[Records contained in a dataset]
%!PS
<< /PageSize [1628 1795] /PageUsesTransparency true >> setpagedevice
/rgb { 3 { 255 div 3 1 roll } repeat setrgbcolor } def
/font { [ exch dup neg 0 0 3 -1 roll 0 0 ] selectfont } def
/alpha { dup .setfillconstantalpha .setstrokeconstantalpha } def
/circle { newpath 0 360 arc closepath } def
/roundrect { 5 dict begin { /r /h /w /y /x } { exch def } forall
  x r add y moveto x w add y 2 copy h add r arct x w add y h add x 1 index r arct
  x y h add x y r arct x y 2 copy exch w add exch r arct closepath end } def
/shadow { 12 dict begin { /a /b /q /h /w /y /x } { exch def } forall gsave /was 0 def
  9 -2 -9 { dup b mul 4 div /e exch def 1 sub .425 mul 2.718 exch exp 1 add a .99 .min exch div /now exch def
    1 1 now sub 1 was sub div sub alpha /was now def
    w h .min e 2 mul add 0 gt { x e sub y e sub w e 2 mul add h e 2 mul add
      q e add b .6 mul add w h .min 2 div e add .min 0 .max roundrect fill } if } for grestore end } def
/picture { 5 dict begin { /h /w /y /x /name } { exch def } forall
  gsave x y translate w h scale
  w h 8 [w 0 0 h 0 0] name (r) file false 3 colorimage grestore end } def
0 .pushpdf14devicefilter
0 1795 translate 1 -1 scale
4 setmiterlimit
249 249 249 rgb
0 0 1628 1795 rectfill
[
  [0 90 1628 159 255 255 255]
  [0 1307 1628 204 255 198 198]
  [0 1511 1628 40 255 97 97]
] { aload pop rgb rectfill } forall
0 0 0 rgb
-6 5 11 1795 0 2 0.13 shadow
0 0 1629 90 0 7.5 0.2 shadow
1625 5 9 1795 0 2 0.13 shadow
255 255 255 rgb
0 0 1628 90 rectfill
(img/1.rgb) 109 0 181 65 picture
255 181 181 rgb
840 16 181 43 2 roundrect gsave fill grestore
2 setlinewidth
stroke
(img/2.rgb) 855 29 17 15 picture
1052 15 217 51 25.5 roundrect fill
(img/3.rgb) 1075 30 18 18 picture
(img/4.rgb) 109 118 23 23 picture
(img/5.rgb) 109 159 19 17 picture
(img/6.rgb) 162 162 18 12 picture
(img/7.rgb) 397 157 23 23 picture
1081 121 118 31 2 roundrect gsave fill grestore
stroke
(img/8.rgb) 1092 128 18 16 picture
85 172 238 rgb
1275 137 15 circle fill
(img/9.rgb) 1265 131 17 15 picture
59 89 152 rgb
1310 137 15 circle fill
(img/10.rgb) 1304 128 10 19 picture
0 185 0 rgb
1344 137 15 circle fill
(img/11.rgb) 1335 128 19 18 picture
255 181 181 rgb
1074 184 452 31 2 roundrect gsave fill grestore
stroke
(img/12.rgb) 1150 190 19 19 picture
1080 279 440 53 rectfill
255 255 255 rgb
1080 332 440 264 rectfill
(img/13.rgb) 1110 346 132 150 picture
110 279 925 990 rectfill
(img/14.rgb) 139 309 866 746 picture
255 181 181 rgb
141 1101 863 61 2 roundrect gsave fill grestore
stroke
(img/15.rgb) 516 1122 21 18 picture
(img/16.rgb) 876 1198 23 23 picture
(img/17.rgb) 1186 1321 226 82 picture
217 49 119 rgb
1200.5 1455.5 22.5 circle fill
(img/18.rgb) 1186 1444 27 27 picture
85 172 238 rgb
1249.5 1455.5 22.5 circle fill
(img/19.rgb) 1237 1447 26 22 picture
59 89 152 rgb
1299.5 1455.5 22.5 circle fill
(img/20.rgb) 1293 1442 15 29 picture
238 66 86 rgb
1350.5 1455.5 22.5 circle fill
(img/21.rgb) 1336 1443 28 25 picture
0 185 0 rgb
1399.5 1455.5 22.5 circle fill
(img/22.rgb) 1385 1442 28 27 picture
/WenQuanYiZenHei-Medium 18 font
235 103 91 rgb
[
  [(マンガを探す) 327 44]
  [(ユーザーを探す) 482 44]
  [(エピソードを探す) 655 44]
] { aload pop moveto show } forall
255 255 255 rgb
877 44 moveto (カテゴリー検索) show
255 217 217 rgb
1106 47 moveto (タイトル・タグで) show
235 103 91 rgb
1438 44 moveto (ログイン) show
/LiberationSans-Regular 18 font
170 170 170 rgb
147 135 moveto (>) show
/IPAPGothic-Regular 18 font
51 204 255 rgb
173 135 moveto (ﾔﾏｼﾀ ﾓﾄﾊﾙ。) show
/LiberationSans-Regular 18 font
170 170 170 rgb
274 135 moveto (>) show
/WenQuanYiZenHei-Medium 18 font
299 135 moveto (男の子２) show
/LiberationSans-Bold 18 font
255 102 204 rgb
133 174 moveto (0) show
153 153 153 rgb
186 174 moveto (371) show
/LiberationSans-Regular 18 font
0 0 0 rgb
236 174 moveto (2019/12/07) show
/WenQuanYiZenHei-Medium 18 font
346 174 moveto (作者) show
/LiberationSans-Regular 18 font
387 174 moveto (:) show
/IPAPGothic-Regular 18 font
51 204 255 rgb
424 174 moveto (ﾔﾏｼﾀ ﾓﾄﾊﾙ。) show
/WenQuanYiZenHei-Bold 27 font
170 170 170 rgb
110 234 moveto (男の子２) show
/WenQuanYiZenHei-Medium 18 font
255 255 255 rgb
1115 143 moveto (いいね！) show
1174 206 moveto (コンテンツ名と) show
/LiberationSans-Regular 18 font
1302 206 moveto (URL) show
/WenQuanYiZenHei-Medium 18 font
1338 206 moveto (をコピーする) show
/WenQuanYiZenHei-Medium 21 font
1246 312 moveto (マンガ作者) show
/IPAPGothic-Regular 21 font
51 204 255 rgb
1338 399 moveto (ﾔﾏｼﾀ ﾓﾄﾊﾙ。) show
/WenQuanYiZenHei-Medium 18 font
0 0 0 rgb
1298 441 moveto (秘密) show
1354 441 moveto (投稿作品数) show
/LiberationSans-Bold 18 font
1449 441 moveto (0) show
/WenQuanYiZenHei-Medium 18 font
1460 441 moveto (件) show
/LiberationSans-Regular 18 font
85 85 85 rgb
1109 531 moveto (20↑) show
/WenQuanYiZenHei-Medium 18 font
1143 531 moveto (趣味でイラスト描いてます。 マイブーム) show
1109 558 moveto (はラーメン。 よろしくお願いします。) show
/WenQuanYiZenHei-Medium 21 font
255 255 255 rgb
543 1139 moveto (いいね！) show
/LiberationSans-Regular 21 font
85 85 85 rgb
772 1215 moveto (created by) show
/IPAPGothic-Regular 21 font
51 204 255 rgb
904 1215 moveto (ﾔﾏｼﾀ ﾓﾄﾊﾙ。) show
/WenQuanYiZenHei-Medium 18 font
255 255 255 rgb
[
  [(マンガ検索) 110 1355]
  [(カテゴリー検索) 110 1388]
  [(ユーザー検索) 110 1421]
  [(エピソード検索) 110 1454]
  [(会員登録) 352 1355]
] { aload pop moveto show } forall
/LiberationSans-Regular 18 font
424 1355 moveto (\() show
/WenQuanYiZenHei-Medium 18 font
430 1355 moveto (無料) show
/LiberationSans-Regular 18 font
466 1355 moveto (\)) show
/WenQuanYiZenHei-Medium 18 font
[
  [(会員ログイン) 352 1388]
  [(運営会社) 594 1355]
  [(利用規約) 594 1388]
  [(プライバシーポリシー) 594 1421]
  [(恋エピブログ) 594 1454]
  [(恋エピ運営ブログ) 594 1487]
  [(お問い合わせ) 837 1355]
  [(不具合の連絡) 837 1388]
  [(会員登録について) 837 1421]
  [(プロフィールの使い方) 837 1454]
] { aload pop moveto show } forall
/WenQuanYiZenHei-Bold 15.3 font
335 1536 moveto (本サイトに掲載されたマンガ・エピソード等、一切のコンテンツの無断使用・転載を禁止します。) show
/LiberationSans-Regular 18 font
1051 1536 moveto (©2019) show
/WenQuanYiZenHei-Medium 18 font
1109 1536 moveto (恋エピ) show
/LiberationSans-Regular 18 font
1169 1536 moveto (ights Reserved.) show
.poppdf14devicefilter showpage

Work request:
In the entries above, one line contains "gsave x y translate w h scale" and another contains "0 1795 translate 1 -1 scale". Reproduce exactly those two lines and the lines between them, nothing else.

Written response:
  gsave x y translate w h scale
  w h 8 [w 0 0 h 0 0] name (r) file false 3 colorimage grestore end } def
0 .pushpdf14devicefilter
0 1795 translate 1 -1 scale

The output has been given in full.